The biggest news coming out of Scotland in the past week, apart from the weather, has been the repatriation of two panda bears from Edinburgh Zoo, not to Rwanda, but back to China from whence they came. The original deal had been for a ten-year loan but this was extended by two years because of Covid, amongst other things. However, the return of the animals is seen by many as another indicator of the worsening relations between China and the West. The pandas have become a major attraction at the zoo and they will be sorely missed, not least by the zookeepers who have been looking after them all this time. The BBC link below leads to a short review of the panda story and includes brief interviews with two of the people who have been looking after the pandas all these years.

Another important story Scotland in recent weeks has been the inclement weather they have been experiencing of late.
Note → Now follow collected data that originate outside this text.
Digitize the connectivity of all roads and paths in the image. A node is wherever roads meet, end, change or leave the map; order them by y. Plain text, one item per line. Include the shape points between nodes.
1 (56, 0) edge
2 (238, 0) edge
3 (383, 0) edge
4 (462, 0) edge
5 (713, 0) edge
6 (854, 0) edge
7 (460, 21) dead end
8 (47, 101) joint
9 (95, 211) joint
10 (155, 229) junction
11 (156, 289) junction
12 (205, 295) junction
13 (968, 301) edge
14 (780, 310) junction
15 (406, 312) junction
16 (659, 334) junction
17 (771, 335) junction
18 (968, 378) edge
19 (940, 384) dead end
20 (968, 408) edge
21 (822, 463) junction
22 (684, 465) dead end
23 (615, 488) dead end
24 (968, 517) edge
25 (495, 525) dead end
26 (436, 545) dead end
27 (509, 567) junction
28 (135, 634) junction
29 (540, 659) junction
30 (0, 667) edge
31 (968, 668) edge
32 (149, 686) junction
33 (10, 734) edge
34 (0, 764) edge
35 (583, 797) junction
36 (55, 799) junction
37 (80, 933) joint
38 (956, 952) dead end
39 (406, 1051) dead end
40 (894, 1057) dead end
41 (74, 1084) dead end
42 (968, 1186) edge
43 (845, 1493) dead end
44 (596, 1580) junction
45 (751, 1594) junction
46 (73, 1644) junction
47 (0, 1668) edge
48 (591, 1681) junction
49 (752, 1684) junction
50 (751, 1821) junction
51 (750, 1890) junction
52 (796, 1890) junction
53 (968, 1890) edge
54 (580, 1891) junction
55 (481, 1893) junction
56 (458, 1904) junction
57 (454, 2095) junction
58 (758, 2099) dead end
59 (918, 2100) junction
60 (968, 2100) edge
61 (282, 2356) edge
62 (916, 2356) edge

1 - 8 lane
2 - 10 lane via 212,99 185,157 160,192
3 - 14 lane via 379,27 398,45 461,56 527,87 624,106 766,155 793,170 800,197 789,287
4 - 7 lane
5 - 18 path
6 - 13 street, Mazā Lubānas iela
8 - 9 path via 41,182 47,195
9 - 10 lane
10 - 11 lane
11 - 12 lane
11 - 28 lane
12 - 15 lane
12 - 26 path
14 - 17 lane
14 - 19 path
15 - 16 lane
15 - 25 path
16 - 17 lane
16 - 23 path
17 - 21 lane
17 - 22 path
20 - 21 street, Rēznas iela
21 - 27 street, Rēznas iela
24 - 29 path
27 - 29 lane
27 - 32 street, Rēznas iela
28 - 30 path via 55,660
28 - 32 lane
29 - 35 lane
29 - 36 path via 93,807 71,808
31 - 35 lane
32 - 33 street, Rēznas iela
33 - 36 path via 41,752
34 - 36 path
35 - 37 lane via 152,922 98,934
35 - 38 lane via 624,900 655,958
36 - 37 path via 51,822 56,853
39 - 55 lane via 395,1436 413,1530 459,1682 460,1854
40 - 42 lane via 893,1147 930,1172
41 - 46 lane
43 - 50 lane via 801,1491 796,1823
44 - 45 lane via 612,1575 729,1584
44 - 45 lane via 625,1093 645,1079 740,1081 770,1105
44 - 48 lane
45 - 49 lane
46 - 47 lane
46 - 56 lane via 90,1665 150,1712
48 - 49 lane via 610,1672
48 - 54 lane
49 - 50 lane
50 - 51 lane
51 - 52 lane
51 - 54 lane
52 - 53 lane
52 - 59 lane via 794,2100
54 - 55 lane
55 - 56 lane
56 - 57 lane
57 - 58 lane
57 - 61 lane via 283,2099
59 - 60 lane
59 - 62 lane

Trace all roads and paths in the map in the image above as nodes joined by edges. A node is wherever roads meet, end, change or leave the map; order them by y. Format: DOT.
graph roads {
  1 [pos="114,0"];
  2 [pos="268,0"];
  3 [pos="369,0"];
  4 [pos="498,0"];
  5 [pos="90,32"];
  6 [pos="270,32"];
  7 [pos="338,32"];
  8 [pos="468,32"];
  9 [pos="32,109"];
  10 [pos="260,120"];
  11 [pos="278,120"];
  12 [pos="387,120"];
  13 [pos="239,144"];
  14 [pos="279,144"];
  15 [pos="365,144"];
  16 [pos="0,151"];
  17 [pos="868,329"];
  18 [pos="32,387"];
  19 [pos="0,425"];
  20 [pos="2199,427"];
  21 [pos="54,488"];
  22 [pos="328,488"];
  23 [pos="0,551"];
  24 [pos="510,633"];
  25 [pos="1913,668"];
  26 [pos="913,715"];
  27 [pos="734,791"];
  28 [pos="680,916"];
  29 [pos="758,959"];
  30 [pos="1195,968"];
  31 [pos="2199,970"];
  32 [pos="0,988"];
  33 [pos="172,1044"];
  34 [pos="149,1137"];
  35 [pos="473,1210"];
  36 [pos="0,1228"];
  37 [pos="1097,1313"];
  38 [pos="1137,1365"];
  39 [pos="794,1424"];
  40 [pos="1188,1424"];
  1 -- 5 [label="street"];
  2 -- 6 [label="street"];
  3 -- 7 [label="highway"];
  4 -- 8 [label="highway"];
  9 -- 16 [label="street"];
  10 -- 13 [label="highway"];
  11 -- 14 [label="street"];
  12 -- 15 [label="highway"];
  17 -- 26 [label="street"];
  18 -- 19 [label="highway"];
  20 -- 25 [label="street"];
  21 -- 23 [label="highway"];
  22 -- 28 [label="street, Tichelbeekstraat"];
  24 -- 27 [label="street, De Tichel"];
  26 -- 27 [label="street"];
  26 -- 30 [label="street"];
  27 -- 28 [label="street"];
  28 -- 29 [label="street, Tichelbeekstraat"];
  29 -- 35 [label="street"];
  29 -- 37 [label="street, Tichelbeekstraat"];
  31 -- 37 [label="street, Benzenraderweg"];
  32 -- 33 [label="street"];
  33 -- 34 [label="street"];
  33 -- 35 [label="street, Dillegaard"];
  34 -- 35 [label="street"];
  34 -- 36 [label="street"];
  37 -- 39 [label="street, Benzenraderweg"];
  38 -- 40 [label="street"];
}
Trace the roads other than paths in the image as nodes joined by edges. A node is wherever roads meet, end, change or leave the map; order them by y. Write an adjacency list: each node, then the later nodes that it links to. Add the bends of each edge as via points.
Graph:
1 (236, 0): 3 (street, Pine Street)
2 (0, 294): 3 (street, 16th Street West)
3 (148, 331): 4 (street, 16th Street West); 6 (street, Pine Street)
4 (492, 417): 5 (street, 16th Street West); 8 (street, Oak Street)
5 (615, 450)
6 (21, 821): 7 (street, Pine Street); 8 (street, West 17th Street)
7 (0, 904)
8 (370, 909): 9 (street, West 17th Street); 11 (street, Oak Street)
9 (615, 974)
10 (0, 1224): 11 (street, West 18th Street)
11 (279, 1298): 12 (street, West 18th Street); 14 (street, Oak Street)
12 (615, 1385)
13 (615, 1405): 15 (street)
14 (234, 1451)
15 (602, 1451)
In Canada, we call this 'Winter'. The Scots seem so much better equipped, both logistically and mentally, to deal with these extreme weather events than their Sassenach neighbours to the south. The weather may be challenging in many ways but the snow does offer us some quite wonderful images.

Over the past few weeks, Jo Ann Munro Tuskin and I have been attending the online seminars hosted by CASSOC for the membership, looking at the future of Clan Associations, Gatherings and Highland Games. They've been very informative and thought-provoking. I've managed to take copious notes and I will share some of these with you once the series of webinars finishes early next year.

One immediate takeaway has been the extreme variation in approaches taken by many of the clans in promoting their clan interests and recruiting new members. It has been interesting to listen and view how sophisticated some of these approaches have become. At times, it was like watching a multi-national corporation presentation at a marketing conference.

Our shared Scottish heritage is something about which to be immensely proud. Personally, I love the trans-national nature of being Celtic. I posted a comment during the last webinar about the annual Festival Interceltique which takes place in Lorient, Brittany. It's an amazing event that attracts around 700,000 visitors, from all over the world.

At a time of increased isolationism and nationalist rhetoric around the world, it is refreshing to see such a successful event flourish - not because of the reinforcement of borders but the shared joy of cultural celebration. Let's have more of it!

On this positive note, I will bring my letter to a close. May I take great pleasure in wishing you all a thoroughly enjoyable Christmas and New Year holiday, filled with happiness, goodwill and charity.